Mark J. Barrett, Assistant United States Attorney, Denver, Colorado (Henry L. Solano, United States Attorney, Charlotte J. Mapes, Assistant United States Attorney, Denver, Colorado, on brief), for Plaintiff-Appellee.
Before TACHA, McKAY, and MURPHY, Circuit Judges.
MURPHY, Circuit Judge.
James Rowland appeals the district court's denial of his motion to suppress evidence obtained from his residence pursuant to an anticipatory search warrant. Rowland argues the warrant was invalid for lack of probable cause because the supporting affidavit failed to establish a sufficient nexus between the items to be seized and Rowland's residence. Although we conclude the warrant was not supported by probable cause, we affirm the district court's denial of the motion to suppress based on the good-faith exception to the exclusionary rule.

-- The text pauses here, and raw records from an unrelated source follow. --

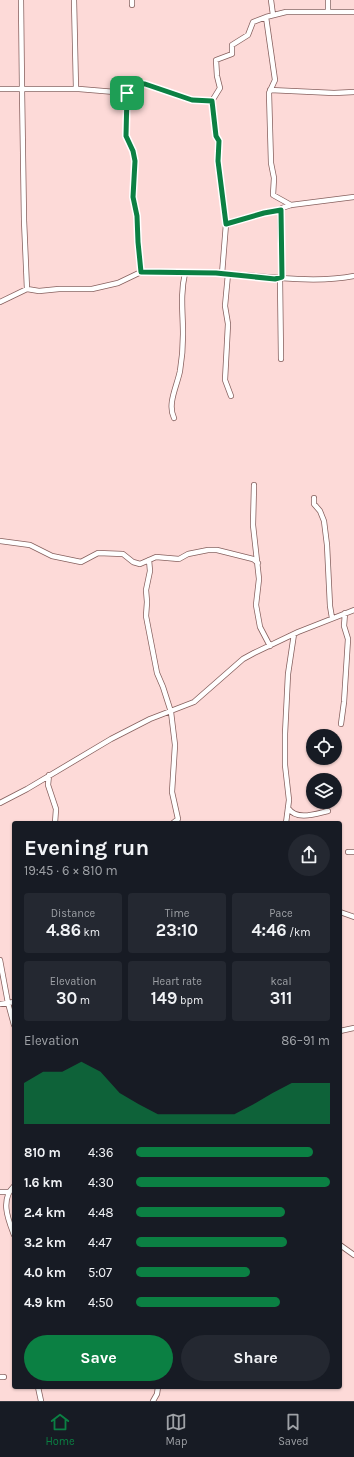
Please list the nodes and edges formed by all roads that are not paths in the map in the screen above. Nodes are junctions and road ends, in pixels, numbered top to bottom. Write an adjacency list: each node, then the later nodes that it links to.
1 (21, 0): 10 (street)
2 (74, 0): 11 (street)
3 (271, 0): 7 (street)
4 (328, 0): 5 (street)
5 (328, 12): 6 (street); 7 (street)
6 (354, 14)
7 (272, 15): 8 (street)
8 (266, 17): 12 (street); 15 (street)
9 (0, 89): 10 (street)
10 (22, 89): 11 (street); 26 (street)
11 (76, 89): 14 (street)
12 (270, 90): 13 (street); 17 (street)
13 (354, 92)
14 (127, 93): 15 (street); 20 (street)
15 (212, 101): 19 (street)
16 (354, 197): 17 (street)
17 (290, 205): 18 (street)
18 (281, 210): 19 (street); 25 (street)
19 (226, 224): 22 (street)
20 (141, 272): 21 (street); 26 (street)
21 (185, 273): 22 (street); 30 (street)
22 (222, 274): 23 (street)
23 (228, 274): 25 (street); 29 (street)
24 (354, 276): 25 (street)
25 (280, 278): 28 (street)
26 (27, 289): 27 (street)
27 (0, 302)
28 (281, 360)
29 (231, 396)
30 (174, 418)
31 (254, 485): 34 (street)
32 (314, 498): 40 (street)
33 (0, 541): 36 (street)
34 (255, 548): 35 (street); 37 (street)
35 (246, 556): 36 (street); 37 (street)
36 (149, 560): 43 (street)
37 (258, 563): 42 (street)
38 (354, 610): 39 (street)
39 (345, 613): 40 (street); 44 (street)
40 (332, 618): 41 (street)
41 (294, 634): 42 (street); 47 (street)
42 (270, 646): 43 (street)
43 (171, 712): 45 (street); 50 (street)
44 (341, 724)
45 (49, 776): 46 (street); 49 (street)
46 (0, 803)
47 (288, 808): 48 (street); 51 (street)
48 (328, 811)
49 (55, 821)
50 (176, 821)
51 (286, 821)
52 (348, 852): 53 (street)
53 (354, 852)
54 (342, 913): 55 (street)
55 (354, 917)
56 (0, 960): 58 (street)
57 (12, 1002): 58 (street)
58 (8, 1003): 59 (street); 60 (street)
59 (0, 1004)
60 (12, 1018)
61 (354, 1028): 62 (street)
62 (342, 1031)
63 (12, 1188): 65 (street)
64 (0, 1192): 65 (street)
65 (8, 1192): 66 (street)
66 (12, 1230)
67 (342, 1246): 68 (street)
68 (354, 1255)
69 (38, 1389): 71 (street)
70 (158, 1389): 72 (street)
71 (41, 1401)
72 (153, 1401)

In 1993, United States Postal Inspector Patrick Carr learned that Rowland had filled out and mailed a questionnaire distributed by a sexually oriented business, expressing an
interest in child pornography. In this questionnaire, Rowland gave his name and the address of a private post office box and indicated that he was interested in incest, pedophilia, and transvestites. About three years later, Carr targeted Rowland in a child pornography sting operation. On February 5, 1996, Carr mailed to Rowland's private post office box a brochure which had a picture of a young girl on a bicycle and which stated: "New in Colorado!! Not your typical fantasy!!! Forbidden Lifestyles!!!" The brochure provided a telephone number and an e-mail address. Within a few days, Rowland called the telephone number and left a message indicating an interest in young girls, video tapes, magazines, and "possibly meetings." Rowland gave the telephone number of a public pay phone and left the address of his private post office box.

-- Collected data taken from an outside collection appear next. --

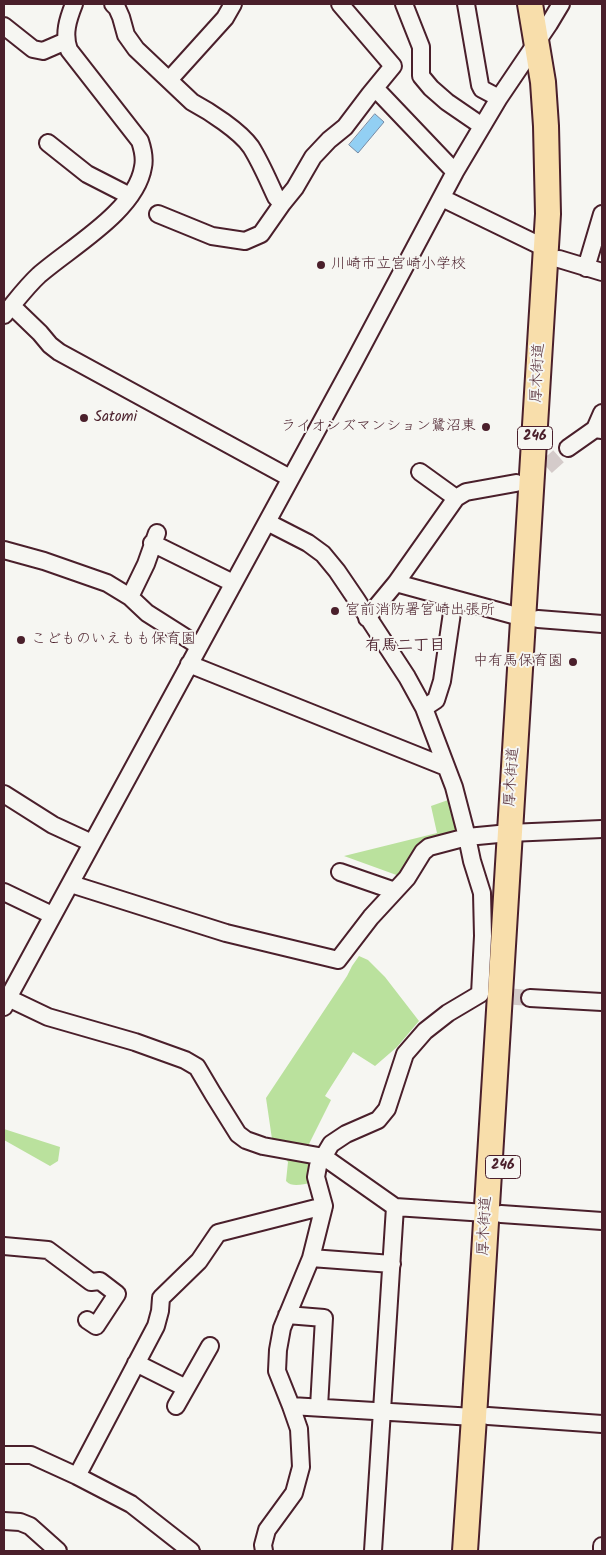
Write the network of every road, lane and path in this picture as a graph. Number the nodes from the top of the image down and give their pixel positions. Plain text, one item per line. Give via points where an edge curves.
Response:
1 (74, 4) edge
2 (113, 4) edge
3 (233, 4) edge
4 (340, 4) edge
5 (404, 4) edge
6 (466, 4) edge
7 (530, 4) edge
8 (552, 10) edge
9 (4, 26) edge
10 (66, 41) junction
11 (536, 43) junction
12 (169, 80) junction
13 (375, 88) junction
14 (499, 98) junction
15 (482, 126) junction
16 (48, 143) dead end
17 (455, 172) junction
18 (130, 196) junction
19 (442, 198) junction
20 (282, 204) junction
21 (158, 214) dead end
22 (602, 214) edge
23 (552, 253) junction
24 (586, 268) junction
25 (602, 272) edge
26 (8, 310) edge
27 (602, 413) edge
28 (598, 429) edge
29 (568, 448) tunnel mouth
30 (420, 472) dead end
31 (290, 478) junction
32 (516, 483) tunnel mouth
33 (456, 498) junction
34 (267, 522) junction
35 (4, 550) edge
36 (233, 583) junction
37 (396, 583) junction
38 (130, 597) junction
39 (454, 599) junction
40 (367, 618) junction
41 (530, 618) junction
42 (602, 624) edge
43 (199, 646) junction
44 (189, 664) junction
45 (424, 708) junction
46 (446, 767) junction
47 (4, 794) edge
48 (602, 829) edge
49 (517, 832) junction
50 (468, 837) junction
51 (92, 843) junction
52 (340, 872) dead end
53 (70, 884) junction
54 (395, 891) junction
55 (4, 892) edge
56 (52, 915) junction
57 (530, 998) tunnel mouth
58 (5, 1000) edge
59 (602, 1002) edge
60 (324, 1157) junction
61 (324, 1206) junction
62 (395, 1207) junction
63 (494, 1214) junction
64 (602, 1221) edge
65 (4, 1246) edge
66 (311, 1258) junction
67 (392, 1264) junction
68 (287, 1315) junction
69 (87, 1320) dead end
70 (210, 1346) dead end
71 (136, 1362) junction
72 (186, 1388) junction
73 (176, 1406) dead end
74 (291, 1406) junction
75 (319, 1407) junction
76 (383, 1411) junction
77 (481, 1416) junction
78 (602, 1424) edge
79 (4, 1455) edge
80 (76, 1476) junction
81 (4, 1521) edge
82 (602, 1546) edge
83 (58, 1551) edge
84 (191, 1551) edge
85 (264, 1551) edge
86 (373, 1551) edge
87 (465, 1551) edge
88 (481, 1551) edge
89 (602, 1551) edge

1 - 10 street via 67,24
2 - 12 street via 126,35 136,49
3 - 12 street via 225,18
4 - 13 street via 393,66
5 - 15 street via 421,47 421,76 447,102
6 - 14 street via 480,85
7 - 11 highway, 厚木街道 / 246
8 - 11 street
8 - 23 highway, 厚木街道 / 246 via 562,184
9 - 10 street via 34,49 43,50
10 - 18 street via 69,50 140,141 144,153 143,167
11 - 14 street
11 - 23 highway, 厚木街道 / 246 via 546,126
12 - 20 street via 192,102 231,127 250,146
13 - 17 street
13 - 20 street via 345,127 313,157
14 - 15 street
15 - 17 street
16 - 18 street via 86,174
17 - 19 street
18 - 26 street via 111,217 38,276
19 - 23 street
19 - 31 street
20 - 21 street via 261,234 245,241 212,236
22 - 24 street
23 - 24 street
23 - 41 highway, 厚木街道 / 246
24 - 25 street
26 - 31 street via 60,352
27 - 28 street
28 - 29 street
30 - 33 street
31 - 34 street
32 - 33 street via 466,492
33 - 37 street
34 - 36 street
34 - 40 street via 323,554
35 - 38 street via 107,583
36 - 38 street via 155,538
36 - 43 street
37 - 39 street
37 - 40 street
38 - 43 street via 147,613
39 - 41 street
39 - 45 street via 442,681 436,700
40 - 45 street
41 - 42 street
41 - 49 highway, 厚木街道 / 246
43 - 44 street
44 - 46 street
44 - 51 street
45 - 46 street
46 - 50 street
47 - 51 street via 53,825
48 - 49 street
49 - 50 street
49 - 63 highway, 厚木街道 / 246
50 - 54 street via 429,848
50 - 60 street via 482,894 480,994 425,1031 405,1054 387,1109 378,1120 331,1144
51 - 53 street
52 - 54 street
53 - 54 street via 226,933 338,960
53 - 56 street
55 - 56 street
56 - 58 street
57 - 59 street
58 - 60 street via 48,1017 185,1060 197,1067 238,1134 246,1140
60 - 61 street via 316,1177
60 - 62 street
61 - 66 street
61 - 71 street via 218,1233 199,1261 161,1298 156,1326
62 - 63 street
62 - 67 street
63 - 64 street
63 - 77 highway, 厚木街道 / 246
65 - 69 street via 48,1250 91,1282 100,1281 117,1294 96,1326
66 - 67 street
66 - 68 street
67 - 76 street
68 - 74 street via 278,1350 277,1372
68 - 75 street via 324,1318
70 - 72 street
71 - 72 street
71 - 80 street
72 - 73 street
74 - 75 street
74 - 85 street via 299,1429 301,1467 294,1493 267,1530
75 - 76 street
76 - 77 street
76 - 86 street
77 - 78 street
77 - 87 highway, 厚木街道 / 246
77 - 88 highway, 厚木街道 / 246
79 - 80 street via 31,1455
80 - 84 street via 131,1504
81 - 83 street via 30,1526
82 - 89 street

On February 13, in response to the telephone message, Inspector Carr sent a second solicitation letter to Rowland. This letter thanked him for calling the "Family Affairs Hotline." The letter contained descriptions and prices of nine sexually explicit video tapes, referred to the availability of "a wide variety of both foreign and domestic magazines," and provided an order form. The following day, Rowland mailed an order for two video tapes, along with a money order for $125. Rowland also requested information about the magazines.
After receiving this order, government agents conducted surveillance of Rowland's post office box to determine his identity and to determine where he went after collecting his mail. The agents obtained a description of Rowland, learned that he worked for the Colorado Department of Revenue, and determined his home address. The agents also learned that the private post office box had been rented by someone other than Rowland, but Rowland was authorized to receive mail there.
On March 7, 1996, the government applied for and a magistrate judge issued an order for the installation of a mobile tracking device ("beeper") in a package containing the two ordered video tapes to be delivered to Rowland's private post office box. The government also obtained an anticipatory warrant to search Rowland's residence. The search warrant allowed investigators to search Rowland's residence once the package containing the video tapes was brought into the residence.
On March 8, the government delivered a package containing the two ordered video tapes and the beeper to Rowland's private post office box. At about 10:30 a.m., government agents observed Rowland pick up the package and walk back to his place of employment. While Rowland was walking back to work with the package, the beeper went into alarm mode, indicating that the package had been opened. The agents maintained surveillance outside Rowland's place of employment for the remainder of the day. Rowland was observed leaving his work at lunch time, but the beeper indicated that the package remained in the building.
Before Rowland left work at about 4:30 p.m., the beeper stopped functioning because the batteries had been exhausted. Government agents observed Rowland leave the building and walk to his car carrying a backpack and plastic bag, but they could not determine visually or by radio signal whether Rowland had the video tapes. The agents followed Rowland as he then drove for about six blocks, turned around, went back to his work, parked his car, and entered the building for a minute or two. He then returned to his car and the agents followed as he drove straight home.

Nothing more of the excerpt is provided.